Comme le souligne une étude récente (Transport & Environnement — Institut Mobilités en Transition, 2023), en levant la barrière à l’entrée du prix d’achat des véhicules électriques, le leasing social permet aux ménages modestes d’accéder à un moyen de faire baisser la facture mobilité. Il pourrait gagner cependant à davantage cibler les ménages les plus modestes et les plus dépendants de la voiture individuelle (absence d’alternatives à proximité du domicile telles que les transports en commun), ainsi que les personnes relevant des « professions essentielles ».

L’étude souligne aussi que le déploiement du service pourrait s’appuyer sur les collectivités locales. Ces dernières sont en effet bien placées pour affiner le ciblage des ménages éligibles sur le territoire. Elles pourraient également contribuer à la communication locale autour du dispositif et abonder son financement. Enfin, la possibilité pourrait leur être donnée d’opérer le service sur leur territoire.  

De plus, en contractualisant avec les constructeurs français et européens, l’État se dote d’un puissant levier pour orienter la production vers les petits véhicules électriques abordables qui font aujourd’hui défaut.
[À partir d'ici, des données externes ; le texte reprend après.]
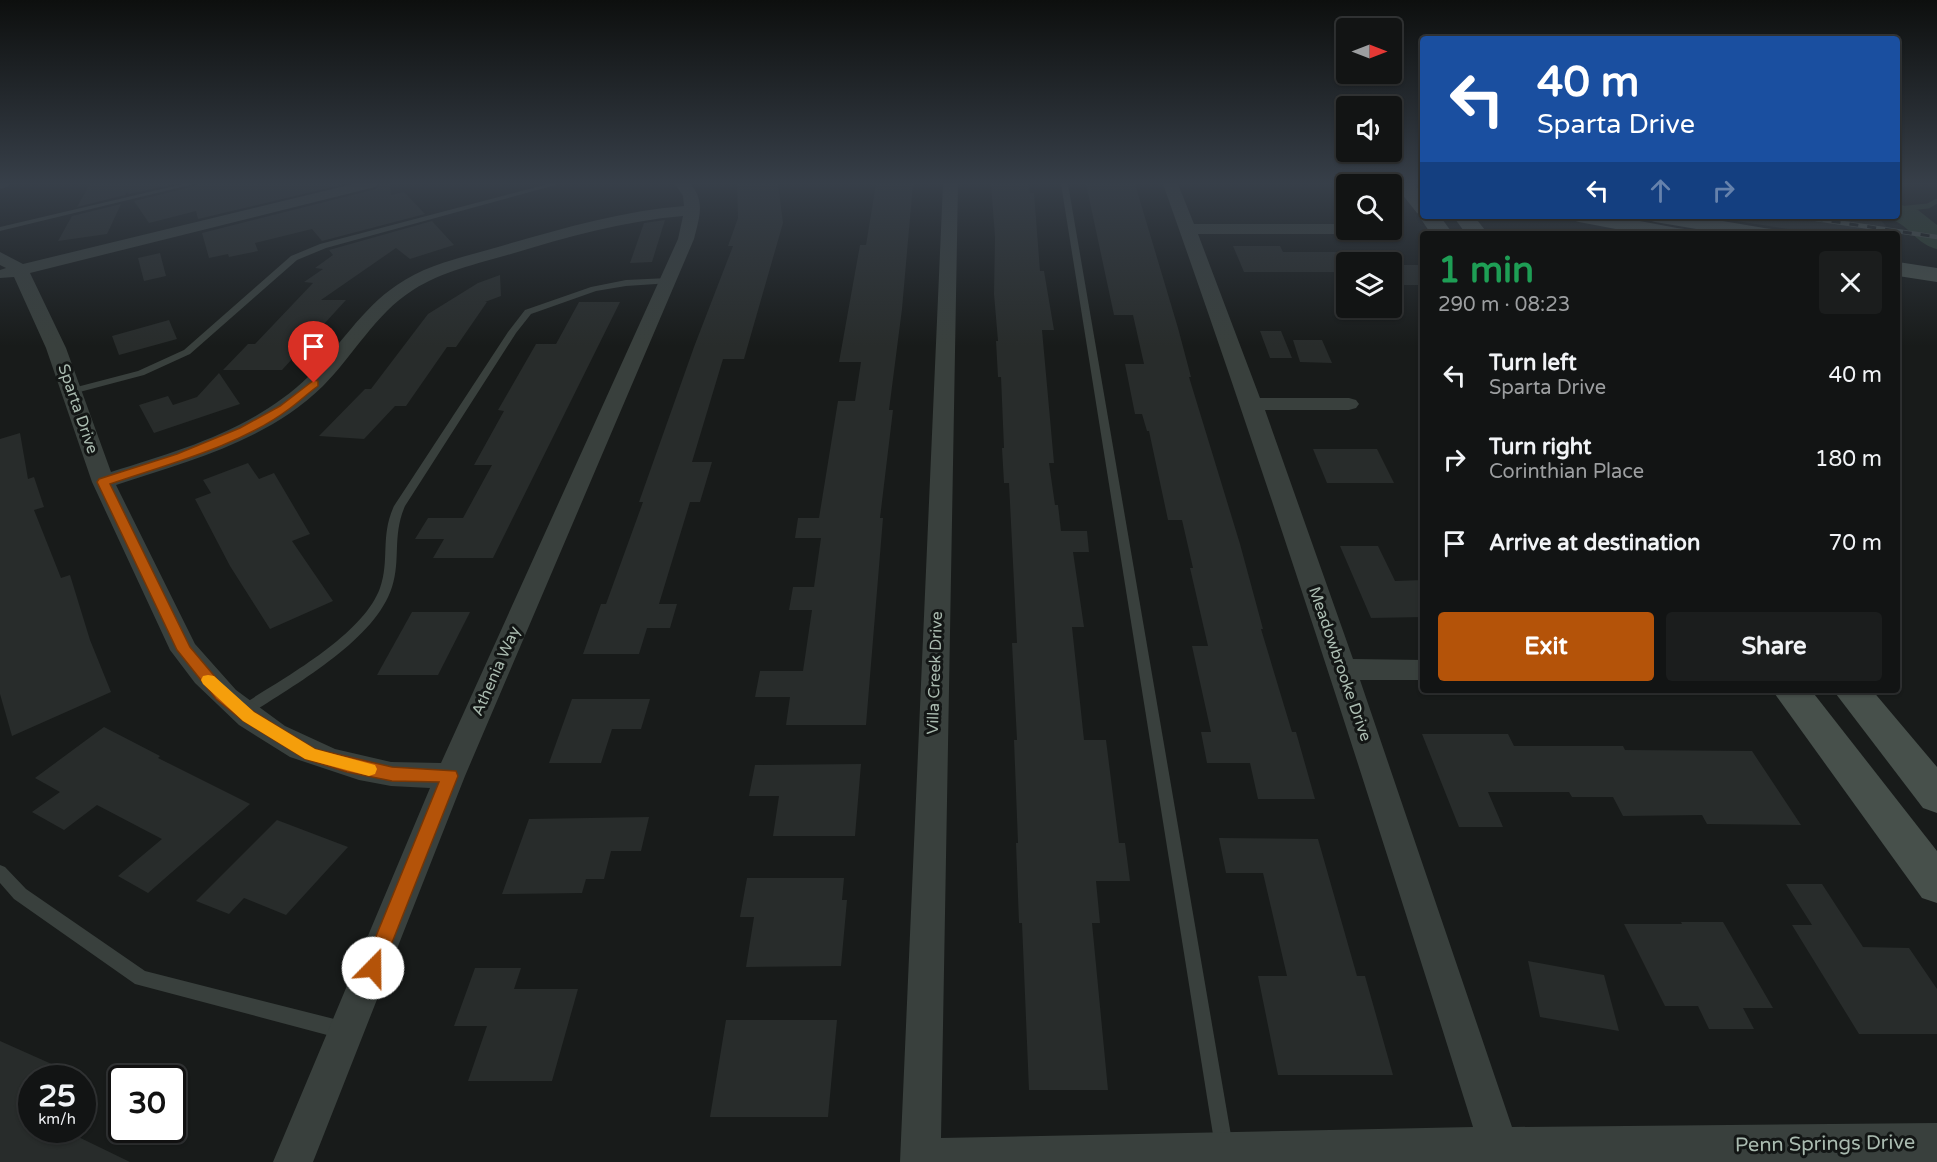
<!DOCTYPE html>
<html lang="en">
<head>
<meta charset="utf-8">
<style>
  :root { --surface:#121414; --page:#1b1d1d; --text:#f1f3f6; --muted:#9c9ea0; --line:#313334; --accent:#b45309 }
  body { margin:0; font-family:"Varela Round",sans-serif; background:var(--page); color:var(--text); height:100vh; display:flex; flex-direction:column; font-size:22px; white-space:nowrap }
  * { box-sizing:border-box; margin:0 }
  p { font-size:20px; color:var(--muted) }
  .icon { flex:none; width:33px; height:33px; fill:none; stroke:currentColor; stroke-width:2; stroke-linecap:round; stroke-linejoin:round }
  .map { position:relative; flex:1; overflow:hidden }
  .details { position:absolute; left:1420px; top:231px; width:480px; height:462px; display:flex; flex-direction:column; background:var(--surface); border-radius:6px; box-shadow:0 2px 4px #0004,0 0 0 2px var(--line) }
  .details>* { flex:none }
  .top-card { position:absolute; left:1420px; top:36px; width:480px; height:183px; border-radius:6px; box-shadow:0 2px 4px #0004,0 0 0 2px var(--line); background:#1a4fa0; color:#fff; overflow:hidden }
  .needle { width:39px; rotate:90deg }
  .fabs { position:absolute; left:1336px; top:18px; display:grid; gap:12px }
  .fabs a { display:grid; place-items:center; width:66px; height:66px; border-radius:6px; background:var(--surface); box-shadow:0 2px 4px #0004,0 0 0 2px var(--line); font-size:30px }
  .speed { position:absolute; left:18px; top:1065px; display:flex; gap:12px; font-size:30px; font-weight:700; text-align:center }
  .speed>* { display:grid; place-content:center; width:78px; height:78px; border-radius:50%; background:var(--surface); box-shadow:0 2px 4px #0004,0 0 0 2px var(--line); line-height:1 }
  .speed small { font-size:15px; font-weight:400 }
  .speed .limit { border:3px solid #111; border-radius:9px; background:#fff; color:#111 }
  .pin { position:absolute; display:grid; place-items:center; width:51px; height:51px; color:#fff; margin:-62px -26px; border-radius:50% 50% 50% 0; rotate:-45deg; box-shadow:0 0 6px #0007 }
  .pin .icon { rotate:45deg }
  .me { position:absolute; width:66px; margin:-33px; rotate:22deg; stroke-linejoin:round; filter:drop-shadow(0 0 4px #0008) }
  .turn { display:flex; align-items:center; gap:21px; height:126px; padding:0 18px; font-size:27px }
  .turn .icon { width:78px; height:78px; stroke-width:2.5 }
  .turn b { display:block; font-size:42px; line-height:51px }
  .lanes { display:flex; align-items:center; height:57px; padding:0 18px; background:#0003; justify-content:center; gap:30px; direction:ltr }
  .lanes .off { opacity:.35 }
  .round { display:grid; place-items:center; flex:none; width:63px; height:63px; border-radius:6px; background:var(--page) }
  .summary { display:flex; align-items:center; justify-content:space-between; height:102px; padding:0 18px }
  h1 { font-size:36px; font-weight:700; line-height:45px; color:#1e9e55 }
  .cta { display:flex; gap:12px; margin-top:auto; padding:12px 18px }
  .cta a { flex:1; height:69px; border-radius:6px; background:var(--accent); color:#fff; font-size:24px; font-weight:700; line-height:69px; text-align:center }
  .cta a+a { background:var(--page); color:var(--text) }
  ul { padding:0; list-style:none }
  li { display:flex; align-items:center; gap:18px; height:84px; padding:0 18px }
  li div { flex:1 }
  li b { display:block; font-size:22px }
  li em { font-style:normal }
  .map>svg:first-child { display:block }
  .built { fill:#242827 }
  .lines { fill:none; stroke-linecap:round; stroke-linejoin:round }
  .stream { stroke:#2d402f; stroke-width:5 }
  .river { fill:#2d402f; fill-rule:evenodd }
  .building { fill:#282c2b }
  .service { fill:#39403d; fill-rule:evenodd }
  .minor { fill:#39403d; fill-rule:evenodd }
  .secondary { fill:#47504b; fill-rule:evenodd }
  .rail-casing { stroke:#4c5550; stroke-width:4.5 }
  .rail { stroke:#131615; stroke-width:3; stroke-dasharray:9; stroke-linecap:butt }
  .route { fill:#b45309; stroke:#753606; stroke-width:1.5 }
  .slow { fill:#f59e0b }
  .labels { text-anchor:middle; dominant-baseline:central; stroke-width:6; stroke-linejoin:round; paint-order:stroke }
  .street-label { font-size:16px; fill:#aabbb0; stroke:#131615 }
  .near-street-label { font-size:20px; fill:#aabbb0; stroke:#131615 }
</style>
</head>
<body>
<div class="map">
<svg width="1937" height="1162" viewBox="0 0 1937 1162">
  <rect width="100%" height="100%" fill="#181b1a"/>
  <path class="built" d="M1704,216H1877L1893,234H1820Z"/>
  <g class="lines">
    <path class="stream" d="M1898,209L1928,206L1937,201"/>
    <path class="river" d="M1898,204L1918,210L1937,225V249C1920,245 1913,232 1899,223C1894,220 1890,220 1886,216H1898Z"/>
  </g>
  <g class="building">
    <path d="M90,184H175L129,194L127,192L125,195L77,207Z"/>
    <path d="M196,184H345L198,219L196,211L149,223L134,201L195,186Z"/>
    <path d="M380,184H390L391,195L404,192L425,214L322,241L312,229L255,243L258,251L229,257L228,254L209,258L202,233L376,189Z"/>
    <path d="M737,184H778L783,223L744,359H723L692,462H712L700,502H690L659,604H677L670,628H647L639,654H583L601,604H606L643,502H639L694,347L733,246H728L738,218Z"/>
    <path d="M876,184H913L902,309L889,410H893L880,518H883L866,725H786L790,697H755L760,671H803L812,610H789L793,587H814L821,538H795L798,518H819L838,401H855L861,362H839L860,245H866Z"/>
    <path d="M991,184H1028L1030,193H1034L1040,271H1044L1054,330H1042L1054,463H1049L1055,505H1058L1061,531H1087L1089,552H1073L1084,627H1072L1084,740H1106L1119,843H1125L1130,881H1096L1100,923H1092L1108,1090H1029L1022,923H1019L1016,843H1018L1014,740H1017L1012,643H1017L1009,483H1004L1002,448H1004L1001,377H998L996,341H998L994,294L995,237Z"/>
    <path d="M1086,184H1135L1178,328L1191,377H1189L1240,544L1263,629H1261L1292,732H1296L1315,799H1258L1250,763H1207L1201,732H1211L1192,646H1208L1190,568H1193L1182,520H1168L1149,431H1147L1142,414H1135L1125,364H1144L1133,315H1114Z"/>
    <path d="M121,204L107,234L58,241L72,216Z"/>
    <path d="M665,220L652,262L630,263L644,223Z"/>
    <path d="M432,221L454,245L410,259L396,248L321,300H346L282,370H223L248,344H255L313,283L304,282L323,269L315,268L333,255L329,250Z"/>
    <path d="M1233,246H1280L1283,252H1347V272H1244Z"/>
    <path d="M160,253L166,276L144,281L138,258Z"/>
    <path d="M1392,265H1418L1424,274V285H1392Z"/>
    <path d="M500,275L501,296L485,302H487L456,347H447L406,406H395L364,439L319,436L365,389H371L428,314L478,283Z"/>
    <path d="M579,302H620L493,558H433L444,539H415L428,518H463L492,465H474L504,411L498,410L536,344H556Z"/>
    <path d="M169,320L177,339L119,355L112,336Z"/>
    <path d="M1260,331H1281L1292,358H1270Z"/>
    <path d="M1293,340H1322L1332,363L1300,362Z"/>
    <path d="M219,373L240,404L154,433L139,405L168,396L173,405L197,397Z"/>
    <path d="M20,433L28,479L34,477L44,507L34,510L61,578L70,575L90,640L111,692L12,736L0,694V439Z"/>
    <path d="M1313,449H1377L1394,483H1327Z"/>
    <path d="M248,463L259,479L274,473L310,534L292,541L333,601L270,629L230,566L195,499L211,493L203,480Z"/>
    <path d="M1340,546H1378L1395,581L1424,580V617L1371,618Z"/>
    <path d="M412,612H470L438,675H377Z"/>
    <path d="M572,699H650L641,729H612L601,763H549Z"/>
    <path d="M104,727L160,756L158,758L250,804L148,893L118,876L162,839L97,805L64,830L32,812L60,792L35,778Z"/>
    <path d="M1422,734H1508L1514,746H1623L1625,750L1752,751L1801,825L1707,824L1702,815L1623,816L1613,797H1572L1569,792H1488L1503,827H1459Z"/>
    <path d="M861,764L855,836H773L779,796H749L755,765Z"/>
    <path d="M649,817L641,851H611L604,879H586L582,893L502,894L529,819Z"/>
    <path d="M277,820L348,847L286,915L244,898L229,914L196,901Z"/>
    <path d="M1219,838L1318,839L1357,976H1365L1393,1075H1278L1258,976H1287L1263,873H1226Z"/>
    <path d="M747,878H844L842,900H847L841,966L746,967L754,917H740Z"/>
    <path d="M1786,884H1822L1863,947L1909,948L1937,989V1034H1859L1792,925H1812Z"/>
    <path d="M1681,922H1723L1773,1008H1743L1754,1029H1709L1698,1006H1665L1624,924H1682Z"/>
    <path d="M1528,961L1604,975L1619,1031L1540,1017Z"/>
    <path d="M475,968H521L514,989H578L552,1081H468L487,1026H454Z"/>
    <path d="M726,1020H837L828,1117H710Z"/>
    <path d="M0,1041L83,1078H32V1130H64L130,1162H0Z"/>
  </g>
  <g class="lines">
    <g class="service">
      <path d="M183,184H194L0,231V227Z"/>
      <path d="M548,184H559L326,248L297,260L190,354L144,375L72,394L67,391L69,389L138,371L184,350L291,256L320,244Z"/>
      <path d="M1061,184H1068L1233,1147L1231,1154L1224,1156L1217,1154L1215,1147Z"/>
      <path d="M668,278L671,279V283L626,286L596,291L531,314L516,333L405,506C392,536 401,559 392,587C375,641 292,686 247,716L242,717L237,716L235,712L237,708C279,681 363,636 380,588C390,560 380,536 394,506L508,332L525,310L591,287L626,280Z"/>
      <path d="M0,865L5,867L26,889L145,971L346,1022L352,1025L355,1031L352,1037L346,1040L135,984L14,899L0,883Z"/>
    </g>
    <g class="minor">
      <path d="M0,184H10L7,187L0,189Z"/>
      <path d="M353,184H378L375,187L30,273L66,348L111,472C181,450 255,429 309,376C340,347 361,309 397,285C427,264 464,257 498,247C560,229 621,211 684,206L683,196L675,184H690C706,200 699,219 694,239L465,776L313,1162H273L430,788L391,786L359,780L290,757L239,725L195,683L170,650L92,482L46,348L14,277L0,278V270L6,268L0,265V252L23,264ZM683,216L678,239L441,763L391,762L335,749L285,726L236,690L195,644L116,485C189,461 267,441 323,386C354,355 375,314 413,290C443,271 477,264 511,254C567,237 624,221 683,216Z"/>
      <path d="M943,184H958L941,1138L1473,1127C1374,811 1274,497 1163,184H1178L1194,224H1347V230H1371L1383,232L1385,236L1377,241L1348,234H1198L1260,398H1349L1356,400L1359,404L1356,408L1349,410H1265L1353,659L1424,660V680H1360L1512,1127L1937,1123V1162H900Z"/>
    </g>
    <g class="secondary">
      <path d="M1394,184H1414L1424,195V216H1440L1453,234H1431L1419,216L1420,214L1417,213Z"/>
      <path d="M1453,216H1474L1488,234H1466Z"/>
      <path d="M1569,216H1613L1677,228L1685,229L1688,234H1642L1579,222L1572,220Z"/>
      <path d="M1645,216H1693L1764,228L1772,229L1775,234H1726L1655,222L1648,220Z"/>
      <path d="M1898,262L1937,268V282L1898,276Z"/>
      <path d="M1772,690H1811L1937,851V903L1922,898Z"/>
      <path d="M1833,690H1872L1937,767V813L1923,808Z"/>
    </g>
    <defs>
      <path id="rail" d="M1796,216L1937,237"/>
    </defs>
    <use href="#rail" class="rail-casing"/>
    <use href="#rail" class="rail"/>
  </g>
  <linearGradient id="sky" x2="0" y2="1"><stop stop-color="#0d0f0e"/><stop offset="0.53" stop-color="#373f49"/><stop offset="1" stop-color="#373f49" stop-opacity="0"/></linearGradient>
  <rect width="1937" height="346" fill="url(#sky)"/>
  <path class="route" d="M314,380L318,381V386C308,393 299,402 289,409C240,446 168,464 110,484L190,647L227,691L254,712L315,749L392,767L456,771L458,776L382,968L380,974L373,977L366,974L363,968L439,782L392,781L347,772L305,759L243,721L216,699L177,650L97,482L99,479L177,454L240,428L280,406Z"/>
  <path class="slow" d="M208,675L214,676L254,712L315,749L375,765L377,769L375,774L369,776L305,759L243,721L203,684L201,680L203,676Z"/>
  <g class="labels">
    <g class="street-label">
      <text transform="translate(78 409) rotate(71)">Sparta Drive</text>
      <text transform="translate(1340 664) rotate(71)">Meadowbrooke Drive</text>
      <text transform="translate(496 671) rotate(-66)">Athenia Way</text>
      <text transform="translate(935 673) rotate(-88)">Villa Creek Drive</text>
    </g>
    <g class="near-street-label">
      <text transform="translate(1825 1144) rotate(-1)">Penn Springs Drive</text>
    </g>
  </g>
</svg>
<div class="fabs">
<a><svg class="needle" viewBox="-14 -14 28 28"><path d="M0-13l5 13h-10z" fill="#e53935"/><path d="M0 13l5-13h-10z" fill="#9c9ea0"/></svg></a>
<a><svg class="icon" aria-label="sound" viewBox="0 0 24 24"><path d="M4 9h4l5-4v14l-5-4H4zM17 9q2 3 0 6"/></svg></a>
<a><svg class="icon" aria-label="search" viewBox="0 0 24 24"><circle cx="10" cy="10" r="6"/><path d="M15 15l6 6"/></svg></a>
<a><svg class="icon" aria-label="layers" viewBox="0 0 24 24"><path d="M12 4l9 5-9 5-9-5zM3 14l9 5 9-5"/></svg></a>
</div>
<div class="speed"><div>25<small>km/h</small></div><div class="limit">30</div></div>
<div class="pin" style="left:314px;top:383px;background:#d93025"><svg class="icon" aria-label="arrive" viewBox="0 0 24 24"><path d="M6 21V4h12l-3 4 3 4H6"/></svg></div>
<svg class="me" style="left:373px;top:968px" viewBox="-20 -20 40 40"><circle r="19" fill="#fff"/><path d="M0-13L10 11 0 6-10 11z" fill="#b45309"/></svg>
<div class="top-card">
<div class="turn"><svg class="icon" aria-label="left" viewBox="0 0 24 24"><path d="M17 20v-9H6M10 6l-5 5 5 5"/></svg><div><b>40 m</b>Sparta Drive</div></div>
<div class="lanes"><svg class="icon" aria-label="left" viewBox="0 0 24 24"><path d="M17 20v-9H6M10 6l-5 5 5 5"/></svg><svg class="icon off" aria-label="ahead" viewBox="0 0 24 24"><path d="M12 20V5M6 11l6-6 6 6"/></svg><svg class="icon off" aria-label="right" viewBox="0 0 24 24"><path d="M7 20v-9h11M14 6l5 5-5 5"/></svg></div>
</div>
<section class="details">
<div class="summary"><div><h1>1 min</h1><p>290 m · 08:23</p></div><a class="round"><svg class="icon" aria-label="close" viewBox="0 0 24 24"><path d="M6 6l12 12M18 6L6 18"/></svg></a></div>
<ul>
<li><svg class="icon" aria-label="left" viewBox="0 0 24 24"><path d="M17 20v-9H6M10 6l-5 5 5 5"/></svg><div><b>Turn left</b><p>Sparta Drive</p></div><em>40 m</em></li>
<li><svg class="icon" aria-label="right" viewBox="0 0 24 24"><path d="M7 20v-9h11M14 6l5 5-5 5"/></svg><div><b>Turn right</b><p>Corinthian Place</p></div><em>180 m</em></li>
<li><svg class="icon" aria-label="arrive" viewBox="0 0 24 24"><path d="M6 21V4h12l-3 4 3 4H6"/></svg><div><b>Arrive at destination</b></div><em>70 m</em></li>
</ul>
<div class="cta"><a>Exit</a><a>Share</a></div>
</section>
</div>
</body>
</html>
L’opportunité économique pour l’industrie est réelle dans la mesure où le leasing est un marché additionnel captif qui pourrait représenter jusqu’à 900 000 véhicules électriques d’ici 2030.

Enfin, ce contrat de filière pourrait offrir un bénéfice environnemental. L’objectif de produire des véhicules moins chers à l’achat et à l’usage passe en effet par un dimensionnement réduit, ajusté aux besoins de la mobilité quotidienne, par un équipement plus sobre ainsi que par la recherche d’une plus grande efficacité énergétique (consommation électrique au km), tout en répondant à un certain nombre d’exigences environnementales (réduction de l’empreinte carbone de la fabrication, recyclabilité, intégration de matériaux recyclés, etc.).

 

 

Pour conclure : la sobriété automobile comme point de convergence des constructeurs, des pouvoirs publics et des automobilistes

 

La démocratisation de l’accès aux véhicules électriques constitue une étape cruciale pour réussir la décarbonation de la mobilité des ménages. Un premier obstacle à lever est celui des perceptions des avantages et limites de l’électromobilité, souvent caricaturés dans le débat public. Apporter une meilleure information aux citoyens pose directement la question du rôle des médias, des responsables politiques ou encore des acteurs de la filière automobile (publicité).

Face à la barrière du prix des voitures neuves, la réponse est clairement du côté des constructeurs — pour mettre à disposition des véhicules plus abordables — et des flottes professionnelles — dont l’électrification est essentielle pour alimenter le marché de l’occasion.

La puissance publique dispose également d’un levier de choix pour concilier les impératifs sociaux, industriels et environnementaux de la transition vers l’électrique à travers le leasing social. L’évolution des pratiques des automobilistes n’est cependant pas en reste, car il convient désormais d’accepter de choisir son véhicule non plus en fonction des déplacements ponctuels les plus exigeants, mais en fonction de la mobilité du quotidien.

Plus largement, il apparaît que la transition vers l’électromobilité ne peut se faire sans reconsidérer le dimensionnement du parc automobile actuel. Le boom des SUV observé depuis une quinzaine d’années constitue un frein majeur à la diffusion du véhicule électrique en raison des coûts qu’il représente pour les ménages et pour l’environnement. Il devient urgent de promouvoir une électrification sobre, aussi bien concernant les caractéristiques des véhicules que leur nombre, en favorisant le report vers d’autres modes de transport et la maîtrise des besoins de déplacement.